Ah ! voilà qu’on arrivait à Forest. Il regarda le cimetière : il aperçut son ancienne chambre. Autrefois habitait là un type, Henry Boulant, vous savez, un type à rire aux gens qui pleurent derrière un corbillard. Qui vivait là maintenant ? Quelqu’un avait ouvert la fenêtre. Pas Henry Boulant. Henry Boulant se mariait. Quand on se marie, plus jamais on n’ouvrira la fenêtre de sa chambre où vont les corbillards.

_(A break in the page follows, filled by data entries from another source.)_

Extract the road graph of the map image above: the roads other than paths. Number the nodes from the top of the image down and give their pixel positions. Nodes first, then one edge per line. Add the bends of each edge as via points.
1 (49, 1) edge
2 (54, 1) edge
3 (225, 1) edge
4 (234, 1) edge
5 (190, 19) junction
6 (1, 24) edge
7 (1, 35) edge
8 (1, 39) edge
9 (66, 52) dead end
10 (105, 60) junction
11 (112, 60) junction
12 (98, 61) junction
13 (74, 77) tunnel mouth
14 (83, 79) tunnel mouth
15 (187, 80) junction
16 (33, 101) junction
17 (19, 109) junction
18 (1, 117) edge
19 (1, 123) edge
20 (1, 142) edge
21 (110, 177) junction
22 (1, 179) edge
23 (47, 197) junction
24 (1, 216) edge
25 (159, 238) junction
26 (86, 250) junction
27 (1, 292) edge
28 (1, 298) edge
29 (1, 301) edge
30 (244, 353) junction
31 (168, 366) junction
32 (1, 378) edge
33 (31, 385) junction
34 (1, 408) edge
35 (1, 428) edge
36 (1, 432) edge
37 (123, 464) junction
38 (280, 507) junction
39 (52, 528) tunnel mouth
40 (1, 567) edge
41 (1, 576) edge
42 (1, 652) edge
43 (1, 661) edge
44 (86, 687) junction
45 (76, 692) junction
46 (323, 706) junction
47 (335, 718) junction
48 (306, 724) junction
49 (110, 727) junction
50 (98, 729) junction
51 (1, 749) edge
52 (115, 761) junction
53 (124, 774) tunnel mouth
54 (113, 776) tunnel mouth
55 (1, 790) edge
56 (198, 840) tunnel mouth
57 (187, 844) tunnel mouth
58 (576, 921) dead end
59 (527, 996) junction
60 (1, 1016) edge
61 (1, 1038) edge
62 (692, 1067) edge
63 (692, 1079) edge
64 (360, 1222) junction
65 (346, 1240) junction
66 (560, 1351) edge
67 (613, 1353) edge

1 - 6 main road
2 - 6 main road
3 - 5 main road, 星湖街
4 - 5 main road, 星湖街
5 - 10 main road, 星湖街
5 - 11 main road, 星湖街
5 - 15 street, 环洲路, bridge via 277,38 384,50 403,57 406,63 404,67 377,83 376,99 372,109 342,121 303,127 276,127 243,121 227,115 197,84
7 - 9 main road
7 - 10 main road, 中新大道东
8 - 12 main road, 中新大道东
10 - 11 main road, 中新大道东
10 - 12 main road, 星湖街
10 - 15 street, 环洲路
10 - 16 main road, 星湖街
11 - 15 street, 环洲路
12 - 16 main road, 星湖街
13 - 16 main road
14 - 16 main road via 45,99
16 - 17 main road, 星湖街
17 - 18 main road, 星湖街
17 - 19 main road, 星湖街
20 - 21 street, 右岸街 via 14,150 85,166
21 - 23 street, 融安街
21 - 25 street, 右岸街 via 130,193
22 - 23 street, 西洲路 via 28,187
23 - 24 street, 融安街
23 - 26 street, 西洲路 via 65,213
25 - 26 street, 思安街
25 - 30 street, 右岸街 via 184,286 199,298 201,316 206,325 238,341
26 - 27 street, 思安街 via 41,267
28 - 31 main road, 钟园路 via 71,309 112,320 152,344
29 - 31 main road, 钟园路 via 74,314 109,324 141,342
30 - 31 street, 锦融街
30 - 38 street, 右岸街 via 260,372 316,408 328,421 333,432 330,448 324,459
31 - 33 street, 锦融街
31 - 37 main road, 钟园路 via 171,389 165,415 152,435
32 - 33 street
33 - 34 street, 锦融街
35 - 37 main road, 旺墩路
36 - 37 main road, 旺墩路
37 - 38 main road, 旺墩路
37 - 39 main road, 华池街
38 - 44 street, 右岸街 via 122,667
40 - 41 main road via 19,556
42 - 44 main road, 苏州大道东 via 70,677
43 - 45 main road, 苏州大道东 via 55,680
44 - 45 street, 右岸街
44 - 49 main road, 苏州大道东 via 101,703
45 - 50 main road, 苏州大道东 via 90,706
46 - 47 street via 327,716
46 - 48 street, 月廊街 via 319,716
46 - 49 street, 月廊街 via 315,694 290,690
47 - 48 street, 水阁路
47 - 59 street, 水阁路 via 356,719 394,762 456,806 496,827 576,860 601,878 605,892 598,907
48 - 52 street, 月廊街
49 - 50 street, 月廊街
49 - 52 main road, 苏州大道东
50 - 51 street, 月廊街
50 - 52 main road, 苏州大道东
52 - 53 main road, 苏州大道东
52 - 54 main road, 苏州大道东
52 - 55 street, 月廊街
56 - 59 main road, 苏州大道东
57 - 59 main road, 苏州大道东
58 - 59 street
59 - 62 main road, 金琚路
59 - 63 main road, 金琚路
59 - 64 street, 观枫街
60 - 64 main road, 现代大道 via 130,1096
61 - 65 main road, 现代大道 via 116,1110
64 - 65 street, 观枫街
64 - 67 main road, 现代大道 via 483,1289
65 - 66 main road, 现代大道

On est son propre corbillard.

Il passa des hommes, des hommes d’ici qui le connaissaient maintenant :

— Toutes mes félicitations, Monsieur Boulant…

Mais non, mais non : on ne félicite pas M. Boulant qui fait comme tout le monde.

Ils arrivèrent à l’hôtel de ville. Henry Boulant ou non, c’est là qu’on entre. Il entendit :

— Chéri, prends garde aux marches.

— Merci, Marie, toi, du moins…

Mais les autres, que faisaient-ils là, les autres ? Il y en avait plein dans cette salle : des femmes, des moutards et, avec tout ce qu’elles traînent à leur suite, deux noces, deux futures à fleurs, deux bonshommes à gants clairs et, au milieu, lui troisième, Henry Boulant, qui attendrait son tour. Pas même seul, entendez-vous ? Comme les autres, parmi les autres.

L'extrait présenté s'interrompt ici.